Viver muito é um desejo comum. Mas viver muito e bem talvez seja o verdadeiro desafio. É justamente sobre isso que escreve o psiquiatra sul-coreano Rhee Kun Hoo, que ultrapassou os 80 anos com a serenidade de quem dedicou a vida inteira a observar a mente humana — e também a própria vida.
Neste livro delicado e cheio de sabedoria prática, o autor reúne reflexões construídas ao longo de décadas de experiência clínica, convivência com pacientes e observação da própria velhice que chega. O resultado é quase uma conversa íntima sobre o que realmente importa quando a vida avança.
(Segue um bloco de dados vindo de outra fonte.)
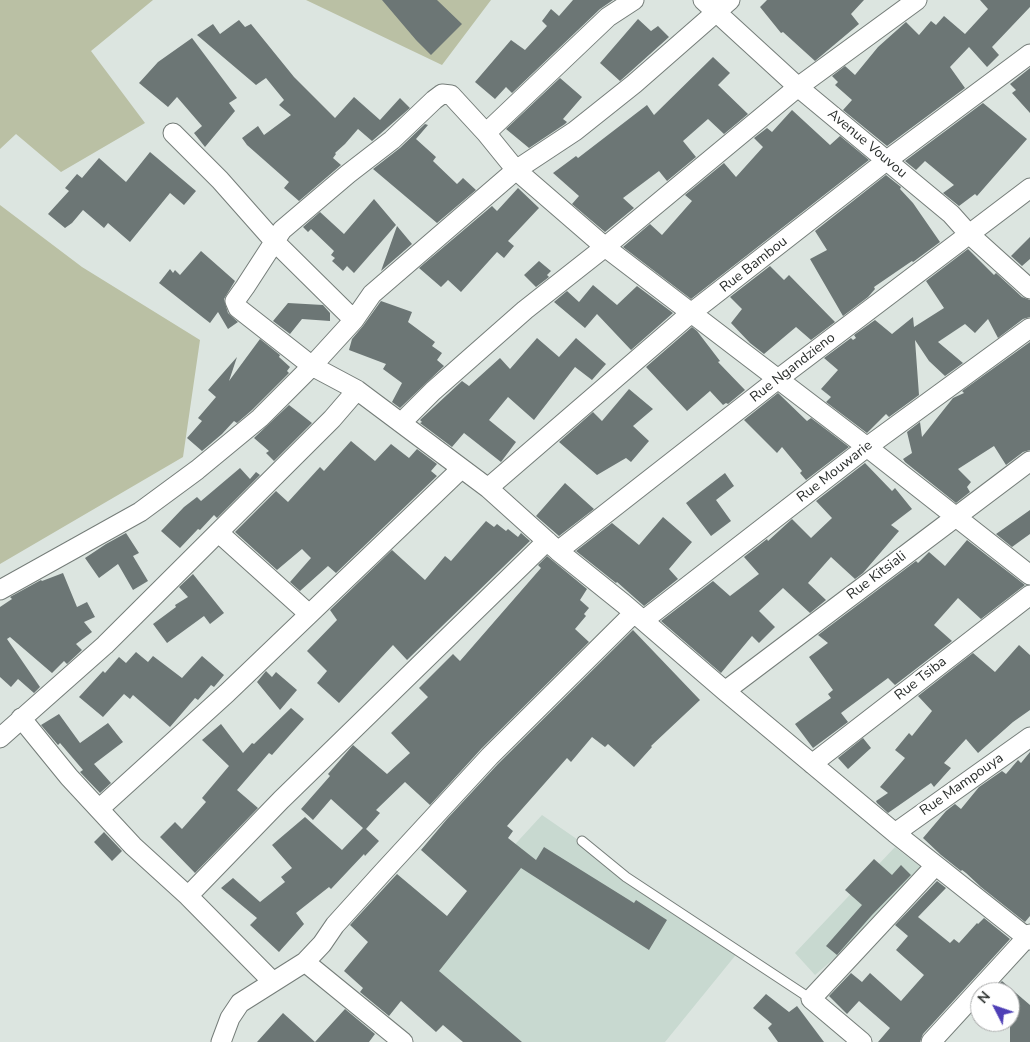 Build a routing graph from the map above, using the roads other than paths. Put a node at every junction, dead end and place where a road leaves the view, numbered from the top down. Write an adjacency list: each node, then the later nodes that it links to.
1 (634, 0): 7 (street)
2 (917, 0): 5 (street)
3 (716, 4): 5 (street, Avenue Vouvou); 9 (street)
4 (1030, 54): 8 (street, Rue Bambou)
5 (798, 86): 8 (street, Avenue Vouvou); 13 (street)
6 (173, 133): 12 (street)
7 (486, 133): 9 (street); 12 (street)
8 (886, 161): 11 (street, Avenue Vouvou); 15 (street, Rue Bambou)
9 (516, 170): 13 (street); 16 (street)
10 (1030, 188): 11 (street, Rue Ngandzieno)
11 (968, 233): 14 (street, Avenue Vouvou); 19 (street, Rue Ngandzieno)
12 (274, 241): 16 (street); 18 (street)
13 (605, 247): 15 (street); 21 (street)
14 (1030, 288)
15 (691, 313): 19 (street); 25 (street, Rue Bambou)
16 (354, 320): 18 (street)
17 (1030, 328): 22 (street, Rue Mouwarie)
18 (312, 366): 20 (street); 30 (street)
19 (778, 379): 22 (street); 28 (street, Rue Ngandzieno)
20 (357, 390): 21 (street); 27 (street)
21 (401, 424): 24 (street)
22 (867, 447): 26 (street); 33 (street, Rue Mouwarie)
23 (1030, 461): 26 (street, Rue Kitsiali)
24 (461, 469): 25 (street); 32 (street)
25 (488, 488): 28 (street)
26 (955, 517): 29 (street); 34 (street, Rue Kitsiali)
27 (219, 533): 32 (street); 35 (street)
28 (552, 546): 33 (street); 43 (street, Rue Ngandzieno)
29 (1030, 575)
30 (0, 590)
31 (1030, 595): 38 (street, Rue Tsiba)
32 (309, 614): 39 (street)
33 (639, 616): 34 (street); 45 (street, Rue Mouwarie)
34 (725, 691): 38 (street)
35 (22, 718): 37 (street); 39 (street)
36 (1030, 737): 40 (street, Rue Mampouya)
37 (0, 738)
38 (812, 764): 40 (street)
39 (99, 810): 43 (street)
40 (895, 833): 42 (street)
41 (582, 841): 47 (lane)
42 (935, 866): 44 (street); 47 (street)
43 (188, 896): 46 (street)
44 (1029, 937): 51 (street)
45 (305, 962): 46 (street, Rue Mouwarie); 49 (street)
46 (273, 982): 48 (street, Rue Mouwarie)
47 (810, 1000): 50 (street)
48 (221, 1042)
49 (403, 1042)
50 (862, 1042)
51 (931, 1042)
Rhee Kun Hoo parte de uma constatação simples, mas poderosa: se estamos vivendo cada vez mais, precisamos aprender a envelhecer com leveza, dignidade e alegria. E isso não depende apenas de saúde física ou sorte. Depende sobretudo de atitude diante da vida.
Ao longo das páginas, ele fala sobre aceitar imperfeições, abandonar a obsessão por agradar a todos, cultivar amizades verdadeiras, cuidar da mente e aprender a valorizar as pequenas alegrias do cotidiano. Para o autor, a felicidade na maturidade não nasce de grandes conquistas, mas da capacidade de olhar para a própria trajetória com gentileza e gratidão.
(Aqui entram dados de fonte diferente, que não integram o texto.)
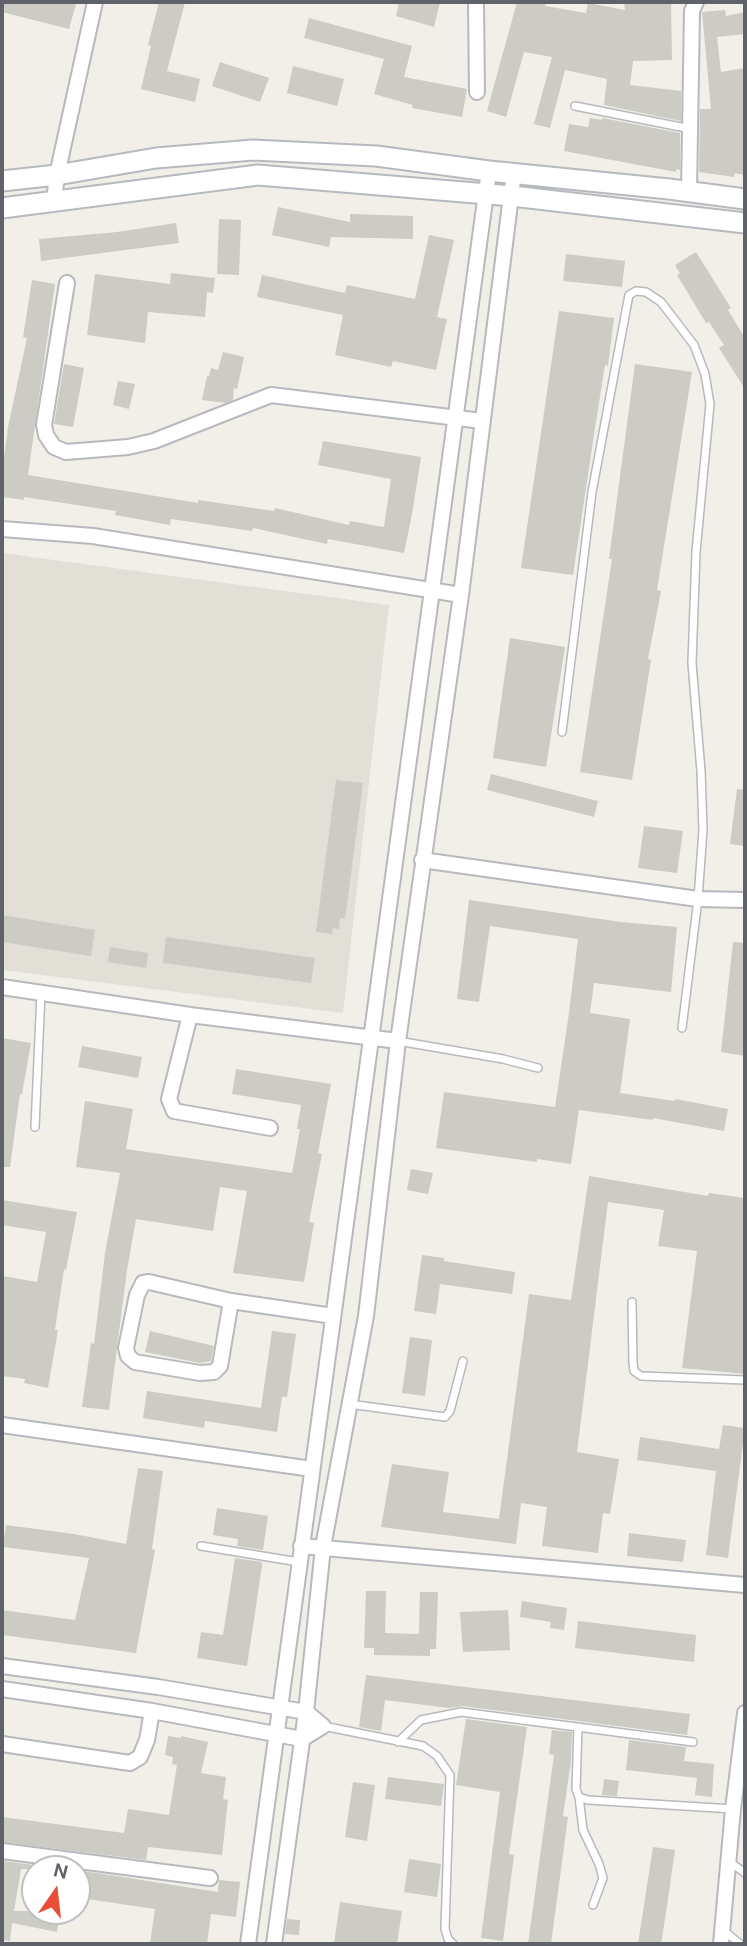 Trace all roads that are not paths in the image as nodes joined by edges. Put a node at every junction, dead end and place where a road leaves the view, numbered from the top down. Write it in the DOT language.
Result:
graph roads {
  1 [pos="95,2"];
  2 [pos="476,2"];
  3 [pos="696,2"];
  4 [pos="477,92"];
  5 [pos="575,106"];
  6 [pos="692,129"];
  7 [pos="489,171"];
  8 [pos="514,172"];
  9 [pos="57,175"];
  10 [pos="2,181"];
  11 [pos="689,191"];
  12 [pos="487,195"];
  13 [pos="512,196"];
  14 [pos="745,199"];
  15 [pos="54,201"];
  16 [pos="2,208"];
  17 [pos="745,223"];
  18 [pos="66,283"];
  19 [pos="457,419"];
  20 [pos="482,421"];
  21 [pos="2,529"];
  22 [pos="432,592"];
  23 [pos="461,595"];
  24 [pos="562,732"];
  25 [pos="422,860"];
  26 [pos="698,900"];
  27 [pos="745,900"];
  28 [pos="2,987"];
  29 [pos="41,993"];
  30 [pos="190,1015"];
  31 [pos="682,1028"];
  32 [pos="372,1039"];
  33 [pos="398,1041"];
  34 [pos="538,1068"];
  35 [pos="35,1127"];
  36 [pos="270,1128"];
  37 [pos="231,1301"];
  38 [pos="632,1302"];
  39 [pos="334,1316"];
  40 [pos="463,1361"];
  41 [pos="745,1380"];
  42 [pos="348,1404"];
  43 [pos="2,1425"];
  44 [pos="313,1469"];
  45 [pos="201,1546"];
  46 [pos="301,1546"];
  47 [pos="323,1547"];
  48 [pos="299,1562"];
  49 [pos="745,1585"];
  50 [pos="2,1666"];
  51 [pos="2,1689"];
  52 [pos="280,1709"];
  53 [pos="152,1711"];
  54 [pos="306,1712"];
  55 [pos="745,1713"];
  56 [pos="323,1726"];
  57 [pos="578,1727"];
  58 [pos="277,1735"];
  59 [pos="302,1739"];
  60 [pos="398,1742"];
  61 [pos="692,1742"];
  62 [pos="2,1744"];
  63 [pos="579,1797"];
  64 [pos="733,1809"];
  65 [pos="2,1851"];
  66 [pos="730,1862"];
  67 [pos="745,1873"];
  68 [pos="210,1878"];
  69 [pos="593,1906"];
  70 [pos="722,1937"];
  71 [pos="248,1944"];
  72 [pos="274,1944"];
  73 [pos="453,1944"];
  74 [pos="740,1944"];
  1 -- 9 [label="street"];
  2 -- 4 [label="street"];
  3 -- 6 [label="street"];
  5 -- 6 [label="lane"];
  6 -- 11 [label="street"];
  7 -- 8 [label="main road"];
  7 -- 9 [label="main road"];
  7 -- 12 [label="street"];
  8 -- 11 [label="main road"];
  8 -- 13 [label="street"];
  9 -- 10 [label="main road"];
  9 -- 15 [label="street"];
  11 -- 14 [label="main road"];
  12 -- 13 [label="main road"];
  12 -- 15 [label="main road"];
  12 -- 19 [label="street"];
  13 -- 17 [label="main road"];
  13 -- 20 [label="street"];
  15 -- 16 [label="main road"];
  18 -- 19 [label="street"];
  19 -- 20 [label="street"];
  19 -- 22 [label="street"];
  20 -- 23 [label="street"];
  21 -- 22 [label="street"];
  22 -- 23 [label="street"];
  22 -- 32 [label="street"];
  23 -- 25 [label="street"];
  24 -- 26 [label="lane"];
  25 -- 26 [label="street"];
  25 -- 33 [label="street"];
  26 -- 27 [label="street"];
  26 -- 31 [label="lane"];
  28 -- 29 [label="street"];
  29 -- 30 [label="street"];
  29 -- 35 [label="lane"];
  30 -- 32 [label="street"];
  30 -- 36 [label="street"];
  32 -- 33 [label="street"];
  32 -- 39 [label="street"];
  33 -- 34 [label="lane"];
  33 -- 42 [label="street"];
  37 -- 37 [label="street"];
  37 -- 39 [label="street"];
  38 -- 41 [label="lane"];
  39 -- 44 [label="street"];
  40 -- 42 [label="lane"];
  42 -- 47 [label="street"];
  43 -- 44 [label="street"];
  44 -- 46 [label="street"];
  45 -- 48 [label="lane"];
  46 -- 47 [label="street"];
  46 -- 48 [label="street"];
  47 -- 49 [label="street"];
  47 -- 54 [label="street"];
  48 -- 52 [label="street"];
  50 -- 52 [label="street"];
  51 -- 53 [label="street"];
  52 -- 54 [label="street"];
  52 -- 58 [label="street"];
  53 -- 58 [label="street"];
  53 -- 62 [label="street"];
  54 -- 56 [label="street"];
  54 -- 59 [label="street"];
  55 -- 64 [label="street"];
  56 -- 59 [label="street"];
  56 -- 60 [label="lane"];
  57 -- 60 [label="lane"];
  57 -- 61 [label="lane"];
  57 -- 63 [label="lane"];
  58 -- 59 [label="street"];
  58 -- 71 [label="street"];
  59 -- 72 [label="street"];
  60 -- 73 [label="lane"];
  63 -- 64 [label="lane"];
  63 -- 69 [label="lane"];
  64 -- 66 [label="street"];
  65 -- 68 [label="street"];
  66 -- 67 [label="lane"];
  66 -- 70 [label="street"];
  70 -- 74 [label="lane"];
}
Há também um convite constante à liberdade emocional: parar de carregar pesos desnecessários, deixar de lado arrependimentos que já não podem ser mudados e aprender a viver o presente com mais serenidade.
Uma leitura breve, acolhedora e cheia de pequenas iluminações sobre o tempo, a felicidade e a arte de envelhecer bem.
Prepare uma boa xícara de chá, desacelere um pouco e permita-se essa conversa inspiradora.